DATA SUPPLIED:
= = = =
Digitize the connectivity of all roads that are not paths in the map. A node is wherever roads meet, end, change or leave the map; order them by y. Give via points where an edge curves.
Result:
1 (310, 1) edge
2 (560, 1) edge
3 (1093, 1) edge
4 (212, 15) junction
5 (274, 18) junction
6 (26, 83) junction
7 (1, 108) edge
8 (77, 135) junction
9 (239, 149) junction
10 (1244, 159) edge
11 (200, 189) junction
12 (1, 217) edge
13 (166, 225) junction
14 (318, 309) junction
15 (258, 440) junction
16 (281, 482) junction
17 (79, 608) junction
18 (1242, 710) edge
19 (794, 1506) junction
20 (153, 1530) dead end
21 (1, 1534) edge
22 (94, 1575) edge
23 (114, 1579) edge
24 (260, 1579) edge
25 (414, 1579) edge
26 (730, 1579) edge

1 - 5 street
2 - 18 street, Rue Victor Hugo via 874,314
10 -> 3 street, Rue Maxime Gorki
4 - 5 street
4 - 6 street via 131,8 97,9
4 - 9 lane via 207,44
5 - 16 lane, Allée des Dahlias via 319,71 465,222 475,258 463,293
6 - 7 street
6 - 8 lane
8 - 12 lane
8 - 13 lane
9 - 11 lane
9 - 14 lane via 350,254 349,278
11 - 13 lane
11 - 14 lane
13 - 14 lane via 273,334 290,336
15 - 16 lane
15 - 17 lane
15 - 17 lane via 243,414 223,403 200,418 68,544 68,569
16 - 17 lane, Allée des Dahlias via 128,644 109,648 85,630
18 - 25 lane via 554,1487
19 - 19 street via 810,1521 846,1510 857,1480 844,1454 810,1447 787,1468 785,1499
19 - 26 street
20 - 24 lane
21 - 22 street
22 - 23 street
= = = =
EXERCISE BRIEF:
Provide the count of lines in the records above that hold the word "Allée", with no other text.

RESULT:
2